What is required:
Drop every picture, then transcribe the remaining data exactly.

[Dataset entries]
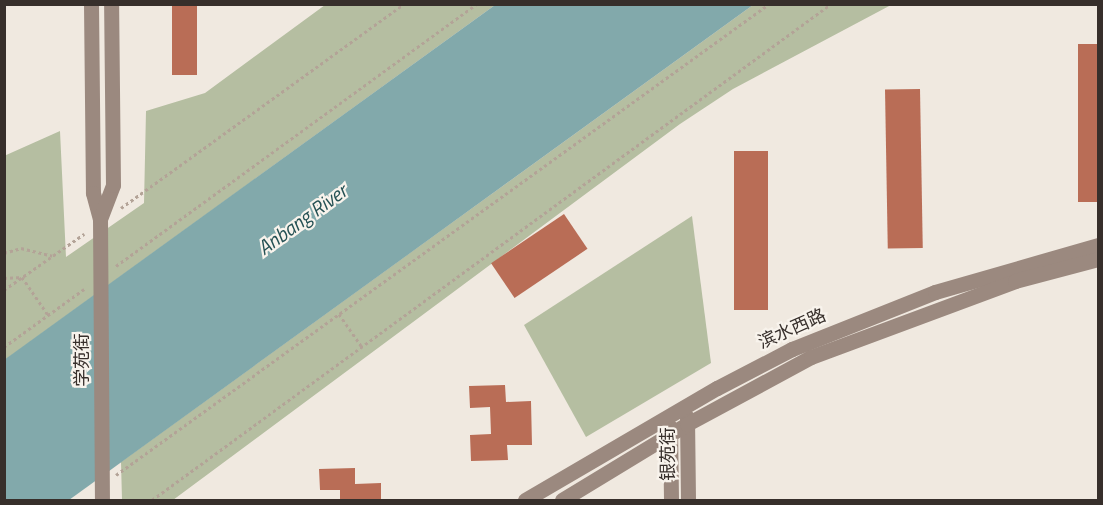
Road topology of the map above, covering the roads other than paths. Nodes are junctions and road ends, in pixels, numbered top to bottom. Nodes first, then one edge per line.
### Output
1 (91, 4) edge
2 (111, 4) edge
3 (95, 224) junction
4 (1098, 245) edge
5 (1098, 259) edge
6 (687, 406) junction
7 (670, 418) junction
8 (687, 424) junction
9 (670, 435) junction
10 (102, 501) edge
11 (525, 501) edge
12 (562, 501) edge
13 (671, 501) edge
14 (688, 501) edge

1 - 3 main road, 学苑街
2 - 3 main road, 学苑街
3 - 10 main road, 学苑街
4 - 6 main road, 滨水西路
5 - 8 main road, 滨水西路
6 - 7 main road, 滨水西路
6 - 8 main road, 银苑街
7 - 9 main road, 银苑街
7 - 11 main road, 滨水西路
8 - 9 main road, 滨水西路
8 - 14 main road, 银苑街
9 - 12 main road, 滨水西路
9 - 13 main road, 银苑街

Reply:
Road topology of the map above, covering the roads other than paths. Nodes are junctions and road ends, in pixels, numbered top to bottom. Nodes first, then one edge per line.
### Output
1 (91, 4) edge
2 (111, 4) edge
3 (95, 224) junction
4 (1098, 245) edge
5 (1098, 259) edge
6 (687, 406) junction
7 (670, 418) junction
8 (687, 424) junction
9 (670, 435) junction
10 (102, 501) edge
11 (525, 501) edge
12 (562, 501) edge
13 (671, 501) edge
14 (688, 501) edge

1 - 3 main road, 学苑街
2 - 3 main road, 学苑街
3 - 10 main road, 学苑街
4 - 6 main road, 滨水西路
5 - 8 main road, 滨水西路
6 - 7 main road, 滨水西路
6 - 8 main road, 银苑街
7 - 9 main road, 银苑街
7 - 11 main road, 滨水西路
8 - 9 main road, 滨水西路
8 - 14 main road, 银苑街
9 - 12 main road, 滨水西路
9 - 13 main road, 银苑街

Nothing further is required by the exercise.